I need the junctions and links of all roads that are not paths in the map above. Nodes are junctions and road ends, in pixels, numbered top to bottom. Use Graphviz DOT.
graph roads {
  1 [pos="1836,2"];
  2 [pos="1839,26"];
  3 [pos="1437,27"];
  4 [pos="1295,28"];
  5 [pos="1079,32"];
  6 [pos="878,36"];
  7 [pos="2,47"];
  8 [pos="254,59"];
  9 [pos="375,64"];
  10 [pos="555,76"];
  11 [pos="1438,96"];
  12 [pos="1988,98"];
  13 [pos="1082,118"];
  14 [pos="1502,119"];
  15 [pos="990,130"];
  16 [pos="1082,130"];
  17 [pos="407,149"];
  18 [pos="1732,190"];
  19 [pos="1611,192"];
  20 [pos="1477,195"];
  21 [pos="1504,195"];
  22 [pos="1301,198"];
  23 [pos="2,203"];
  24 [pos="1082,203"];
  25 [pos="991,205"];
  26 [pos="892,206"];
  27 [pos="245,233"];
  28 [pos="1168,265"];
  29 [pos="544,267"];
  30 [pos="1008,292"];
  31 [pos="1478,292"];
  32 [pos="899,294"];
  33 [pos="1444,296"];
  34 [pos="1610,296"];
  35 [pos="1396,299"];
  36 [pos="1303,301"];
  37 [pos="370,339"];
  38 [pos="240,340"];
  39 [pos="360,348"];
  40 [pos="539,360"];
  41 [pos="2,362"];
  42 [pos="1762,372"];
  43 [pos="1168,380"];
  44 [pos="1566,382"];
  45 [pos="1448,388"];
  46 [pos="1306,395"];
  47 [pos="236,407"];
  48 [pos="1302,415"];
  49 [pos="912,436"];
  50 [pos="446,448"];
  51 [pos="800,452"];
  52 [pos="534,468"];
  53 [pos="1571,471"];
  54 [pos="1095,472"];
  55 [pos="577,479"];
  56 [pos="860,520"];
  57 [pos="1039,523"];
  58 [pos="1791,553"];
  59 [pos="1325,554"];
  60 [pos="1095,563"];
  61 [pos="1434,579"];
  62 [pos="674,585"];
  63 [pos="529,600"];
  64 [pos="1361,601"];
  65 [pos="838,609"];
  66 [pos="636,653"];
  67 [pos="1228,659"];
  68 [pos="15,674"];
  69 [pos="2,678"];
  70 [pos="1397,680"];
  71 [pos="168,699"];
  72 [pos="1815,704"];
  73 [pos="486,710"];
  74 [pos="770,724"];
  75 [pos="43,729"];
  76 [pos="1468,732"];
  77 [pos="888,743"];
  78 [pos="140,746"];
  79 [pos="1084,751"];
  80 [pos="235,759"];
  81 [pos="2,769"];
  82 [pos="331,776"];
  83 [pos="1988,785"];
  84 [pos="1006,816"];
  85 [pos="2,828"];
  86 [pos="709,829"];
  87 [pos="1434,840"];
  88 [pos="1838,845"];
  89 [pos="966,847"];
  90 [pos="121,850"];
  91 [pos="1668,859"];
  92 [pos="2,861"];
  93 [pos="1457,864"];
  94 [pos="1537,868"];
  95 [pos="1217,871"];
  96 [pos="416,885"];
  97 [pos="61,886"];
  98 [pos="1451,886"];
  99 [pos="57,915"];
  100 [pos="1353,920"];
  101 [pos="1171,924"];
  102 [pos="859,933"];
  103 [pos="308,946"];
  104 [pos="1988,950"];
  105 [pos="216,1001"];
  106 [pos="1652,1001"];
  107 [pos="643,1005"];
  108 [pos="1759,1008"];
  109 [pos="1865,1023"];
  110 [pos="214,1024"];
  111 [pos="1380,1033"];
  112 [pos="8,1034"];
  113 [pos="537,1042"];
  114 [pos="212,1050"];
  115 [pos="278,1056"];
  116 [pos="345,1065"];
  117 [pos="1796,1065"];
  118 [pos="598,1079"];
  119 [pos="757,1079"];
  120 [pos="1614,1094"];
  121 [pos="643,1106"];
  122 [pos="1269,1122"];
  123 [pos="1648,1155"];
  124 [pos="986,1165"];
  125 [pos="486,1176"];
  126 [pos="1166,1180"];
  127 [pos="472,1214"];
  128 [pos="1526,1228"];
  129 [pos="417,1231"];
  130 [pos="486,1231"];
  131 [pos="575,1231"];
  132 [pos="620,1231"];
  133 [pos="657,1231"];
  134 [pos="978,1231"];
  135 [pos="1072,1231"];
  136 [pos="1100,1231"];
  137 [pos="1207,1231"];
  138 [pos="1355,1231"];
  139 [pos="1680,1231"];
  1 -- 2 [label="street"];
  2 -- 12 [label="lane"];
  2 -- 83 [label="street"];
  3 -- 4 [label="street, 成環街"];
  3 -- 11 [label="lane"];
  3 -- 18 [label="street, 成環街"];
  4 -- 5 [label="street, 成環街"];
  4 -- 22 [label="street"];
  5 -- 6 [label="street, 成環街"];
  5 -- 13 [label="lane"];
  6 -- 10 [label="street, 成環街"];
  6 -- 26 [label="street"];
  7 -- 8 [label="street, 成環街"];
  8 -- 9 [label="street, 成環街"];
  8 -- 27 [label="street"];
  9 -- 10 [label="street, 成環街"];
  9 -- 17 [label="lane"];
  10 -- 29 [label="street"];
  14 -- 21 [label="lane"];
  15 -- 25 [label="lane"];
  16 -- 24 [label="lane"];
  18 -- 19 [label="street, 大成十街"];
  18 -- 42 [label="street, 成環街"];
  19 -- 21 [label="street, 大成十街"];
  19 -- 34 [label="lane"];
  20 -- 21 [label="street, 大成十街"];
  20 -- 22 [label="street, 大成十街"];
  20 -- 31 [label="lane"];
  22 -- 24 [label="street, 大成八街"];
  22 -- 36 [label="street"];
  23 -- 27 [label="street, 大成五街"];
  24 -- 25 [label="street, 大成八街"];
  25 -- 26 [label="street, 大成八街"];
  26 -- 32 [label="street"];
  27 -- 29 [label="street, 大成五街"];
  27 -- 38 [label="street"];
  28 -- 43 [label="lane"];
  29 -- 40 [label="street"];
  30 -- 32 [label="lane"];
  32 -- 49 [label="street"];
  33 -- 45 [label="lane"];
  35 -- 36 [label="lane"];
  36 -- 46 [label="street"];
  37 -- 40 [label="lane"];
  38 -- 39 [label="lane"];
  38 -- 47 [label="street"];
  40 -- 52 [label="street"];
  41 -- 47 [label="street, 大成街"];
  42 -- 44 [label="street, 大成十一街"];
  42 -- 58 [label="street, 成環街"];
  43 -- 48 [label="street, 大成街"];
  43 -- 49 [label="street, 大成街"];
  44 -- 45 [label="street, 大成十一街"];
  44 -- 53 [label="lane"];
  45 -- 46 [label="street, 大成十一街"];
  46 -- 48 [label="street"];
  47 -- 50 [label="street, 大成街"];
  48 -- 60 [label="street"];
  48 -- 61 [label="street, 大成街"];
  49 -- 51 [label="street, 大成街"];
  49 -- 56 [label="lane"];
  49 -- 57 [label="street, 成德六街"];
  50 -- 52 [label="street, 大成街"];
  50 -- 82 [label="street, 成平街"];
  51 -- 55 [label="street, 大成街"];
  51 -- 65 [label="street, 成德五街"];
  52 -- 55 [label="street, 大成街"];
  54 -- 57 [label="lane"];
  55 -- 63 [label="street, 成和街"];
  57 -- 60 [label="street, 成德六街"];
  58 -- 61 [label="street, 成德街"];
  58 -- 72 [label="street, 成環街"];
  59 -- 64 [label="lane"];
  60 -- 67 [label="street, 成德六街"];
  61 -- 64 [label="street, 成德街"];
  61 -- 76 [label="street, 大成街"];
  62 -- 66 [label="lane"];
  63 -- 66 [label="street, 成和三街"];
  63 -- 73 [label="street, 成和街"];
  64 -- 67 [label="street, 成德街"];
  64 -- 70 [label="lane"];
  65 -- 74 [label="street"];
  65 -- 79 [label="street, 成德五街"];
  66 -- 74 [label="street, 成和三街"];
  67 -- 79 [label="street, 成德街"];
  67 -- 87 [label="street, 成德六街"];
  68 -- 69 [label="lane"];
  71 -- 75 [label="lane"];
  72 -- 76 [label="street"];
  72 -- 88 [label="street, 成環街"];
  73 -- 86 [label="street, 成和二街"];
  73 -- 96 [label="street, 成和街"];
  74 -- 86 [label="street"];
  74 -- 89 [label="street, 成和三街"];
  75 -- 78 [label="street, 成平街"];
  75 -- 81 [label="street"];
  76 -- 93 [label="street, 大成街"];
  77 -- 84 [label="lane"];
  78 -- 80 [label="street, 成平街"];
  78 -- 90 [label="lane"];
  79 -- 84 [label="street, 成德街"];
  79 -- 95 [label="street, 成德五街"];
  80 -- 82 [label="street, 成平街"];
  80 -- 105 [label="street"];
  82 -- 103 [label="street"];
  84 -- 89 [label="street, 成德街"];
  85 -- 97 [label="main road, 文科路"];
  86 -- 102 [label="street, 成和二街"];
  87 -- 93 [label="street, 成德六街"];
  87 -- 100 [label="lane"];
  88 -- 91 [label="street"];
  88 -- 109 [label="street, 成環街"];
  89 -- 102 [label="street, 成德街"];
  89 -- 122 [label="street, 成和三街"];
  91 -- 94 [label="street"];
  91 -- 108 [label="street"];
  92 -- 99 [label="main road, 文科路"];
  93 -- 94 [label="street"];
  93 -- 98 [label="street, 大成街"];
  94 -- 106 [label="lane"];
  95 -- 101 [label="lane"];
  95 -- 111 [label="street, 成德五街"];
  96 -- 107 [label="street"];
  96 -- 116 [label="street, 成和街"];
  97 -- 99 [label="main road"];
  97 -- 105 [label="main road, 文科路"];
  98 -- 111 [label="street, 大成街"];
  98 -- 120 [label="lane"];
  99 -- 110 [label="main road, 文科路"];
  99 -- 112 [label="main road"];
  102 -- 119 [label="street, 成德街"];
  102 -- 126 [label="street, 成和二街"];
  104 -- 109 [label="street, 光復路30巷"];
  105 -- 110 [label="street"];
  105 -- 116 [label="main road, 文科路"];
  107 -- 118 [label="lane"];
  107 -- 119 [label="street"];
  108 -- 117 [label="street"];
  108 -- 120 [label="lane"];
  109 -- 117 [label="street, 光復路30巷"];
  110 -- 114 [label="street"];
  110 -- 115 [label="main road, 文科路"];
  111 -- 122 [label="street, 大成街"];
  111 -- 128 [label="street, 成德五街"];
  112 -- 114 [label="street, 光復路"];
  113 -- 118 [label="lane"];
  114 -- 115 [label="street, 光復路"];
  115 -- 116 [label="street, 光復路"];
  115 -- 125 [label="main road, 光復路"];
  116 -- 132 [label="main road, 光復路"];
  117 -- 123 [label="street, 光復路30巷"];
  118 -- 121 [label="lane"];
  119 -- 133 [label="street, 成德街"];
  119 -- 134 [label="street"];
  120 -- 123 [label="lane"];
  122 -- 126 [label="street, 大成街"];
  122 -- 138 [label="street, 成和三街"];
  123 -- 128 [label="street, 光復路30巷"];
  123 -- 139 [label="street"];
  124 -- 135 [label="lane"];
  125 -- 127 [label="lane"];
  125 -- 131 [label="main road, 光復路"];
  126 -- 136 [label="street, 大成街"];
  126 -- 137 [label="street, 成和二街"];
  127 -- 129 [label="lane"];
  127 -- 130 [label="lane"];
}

#### BRIEF
Only lines with the word "成德六街" are wanted. Find and copy them from the records above.

#### WRITTEN RESPONSE
  49 -- 57 [label="street, 成德六街"];
  57 -- 60 [label="street, 成德六街"];
  60 -- 67 [label="street, 成德六街"];
  67 -- 87 [label="street, 成德六街"];
  87 -- 93 [label="street, 成德六街"];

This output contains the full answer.